■ **TASK PROMPT**
Scan the data below and copy each line where "Left" occurs.

BEGIN AVAILABLE RECORDS

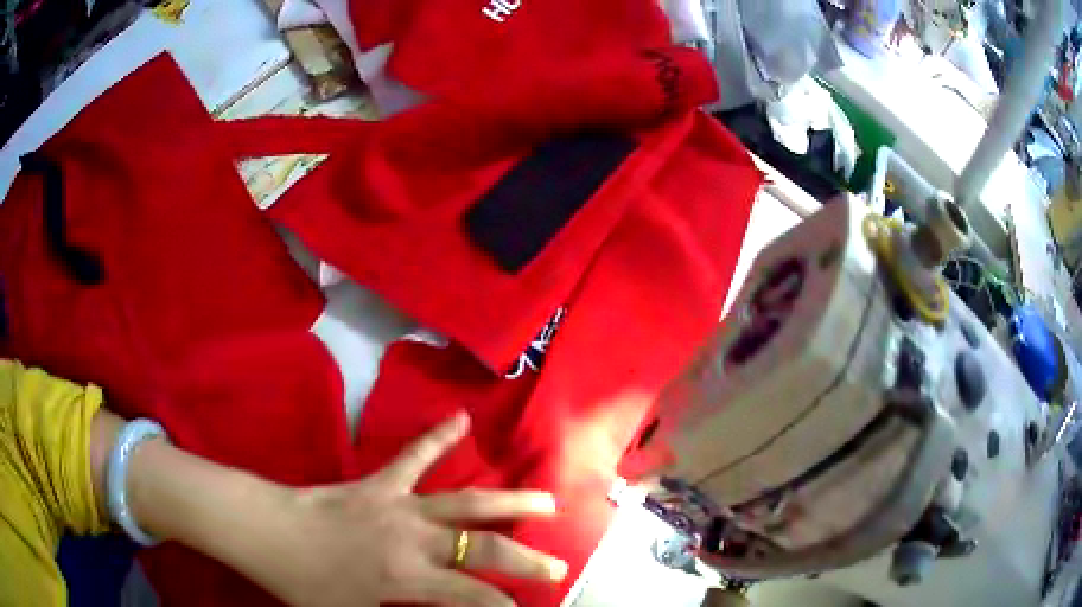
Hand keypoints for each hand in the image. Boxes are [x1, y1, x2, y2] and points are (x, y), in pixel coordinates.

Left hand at [255, 413, 566, 606]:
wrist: (267, 531)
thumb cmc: (303, 583)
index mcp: (407, 579)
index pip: (474, 598)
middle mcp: (414, 541)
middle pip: (484, 549)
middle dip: (526, 560)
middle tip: (558, 565)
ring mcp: (399, 506)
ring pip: (466, 503)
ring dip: (510, 503)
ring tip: (547, 501)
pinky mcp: (380, 482)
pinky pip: (414, 457)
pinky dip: (439, 438)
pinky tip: (462, 418)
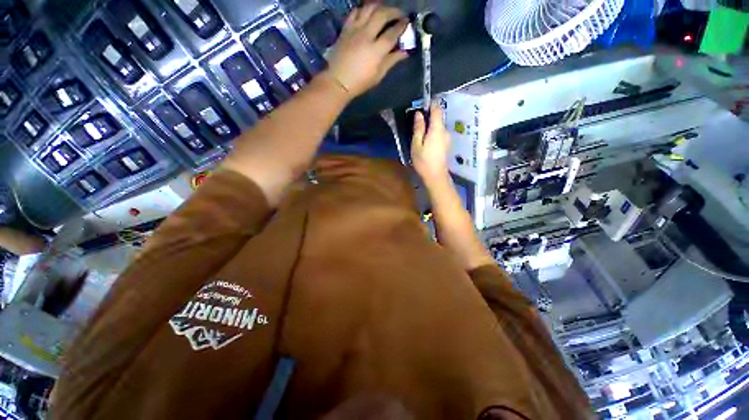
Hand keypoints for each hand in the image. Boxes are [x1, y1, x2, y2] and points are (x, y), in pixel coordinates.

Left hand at [326, 4, 408, 97]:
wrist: (338, 81)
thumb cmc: (360, 82)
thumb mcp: (378, 75)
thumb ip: (391, 61)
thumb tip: (405, 52)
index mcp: (376, 50)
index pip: (392, 33)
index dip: (402, 26)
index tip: (407, 22)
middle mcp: (366, 35)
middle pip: (382, 15)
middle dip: (394, 11)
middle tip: (399, 14)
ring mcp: (355, 29)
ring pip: (369, 8)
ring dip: (380, 6)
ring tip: (385, 10)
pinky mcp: (346, 28)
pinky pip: (355, 12)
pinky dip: (363, 9)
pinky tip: (368, 12)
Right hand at [411, 103, 450, 182]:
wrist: (435, 176)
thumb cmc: (424, 161)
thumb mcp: (417, 144)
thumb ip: (418, 128)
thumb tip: (419, 114)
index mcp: (437, 129)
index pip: (437, 109)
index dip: (430, 104)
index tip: (422, 105)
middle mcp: (445, 131)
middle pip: (438, 118)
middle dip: (428, 117)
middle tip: (417, 123)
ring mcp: (447, 138)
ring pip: (439, 126)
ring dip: (430, 126)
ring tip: (420, 133)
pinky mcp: (447, 144)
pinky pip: (440, 133)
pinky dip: (433, 133)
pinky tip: (426, 141)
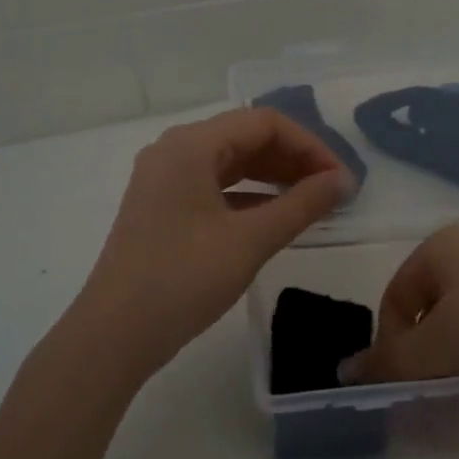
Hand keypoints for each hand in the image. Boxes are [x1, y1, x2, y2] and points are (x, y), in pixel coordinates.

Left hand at [71, 108, 353, 374]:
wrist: (115, 335)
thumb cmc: (183, 279)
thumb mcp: (250, 240)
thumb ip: (301, 205)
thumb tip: (343, 181)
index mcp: (190, 145)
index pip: (264, 123)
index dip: (310, 145)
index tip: (341, 179)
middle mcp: (174, 151)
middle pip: (246, 138)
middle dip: (293, 160)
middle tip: (332, 191)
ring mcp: (165, 180)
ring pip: (231, 163)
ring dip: (274, 177)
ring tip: (312, 202)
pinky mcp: (163, 208)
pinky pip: (215, 187)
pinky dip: (250, 197)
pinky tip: (277, 218)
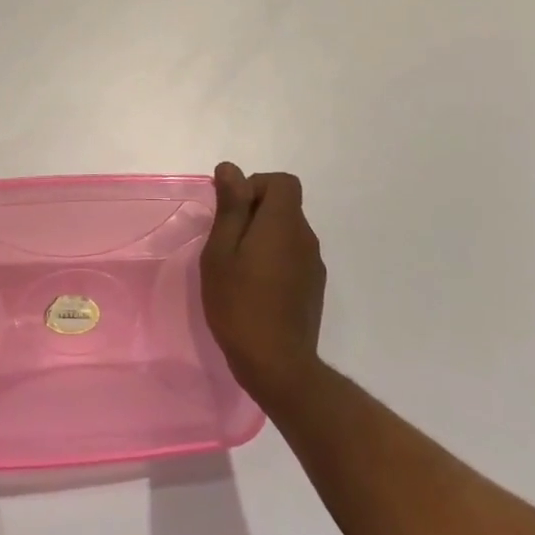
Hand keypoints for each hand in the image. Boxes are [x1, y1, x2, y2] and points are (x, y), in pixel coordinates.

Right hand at [201, 163, 326, 406]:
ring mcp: (313, 265)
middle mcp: (305, 238)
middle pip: (284, 206)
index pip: (282, 182)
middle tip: (225, 243)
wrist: (277, 365)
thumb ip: (230, 207)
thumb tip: (231, 168)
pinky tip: (254, 289)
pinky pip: (293, 257)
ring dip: (263, 238)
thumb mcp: (221, 251)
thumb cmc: (239, 303)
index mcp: (284, 223)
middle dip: (254, 213)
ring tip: (237, 269)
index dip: (255, 186)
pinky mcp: (313, 288)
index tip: (232, 212)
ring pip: (287, 233)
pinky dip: (274, 260)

END AVAILABLE RECORDS

■ **SOLVED EXERCISE**
Left hand at [255, 413, 566, 606]:
Left hand at [326, 4, 408, 97]:
Left hand at [71, 108, 353, 374]:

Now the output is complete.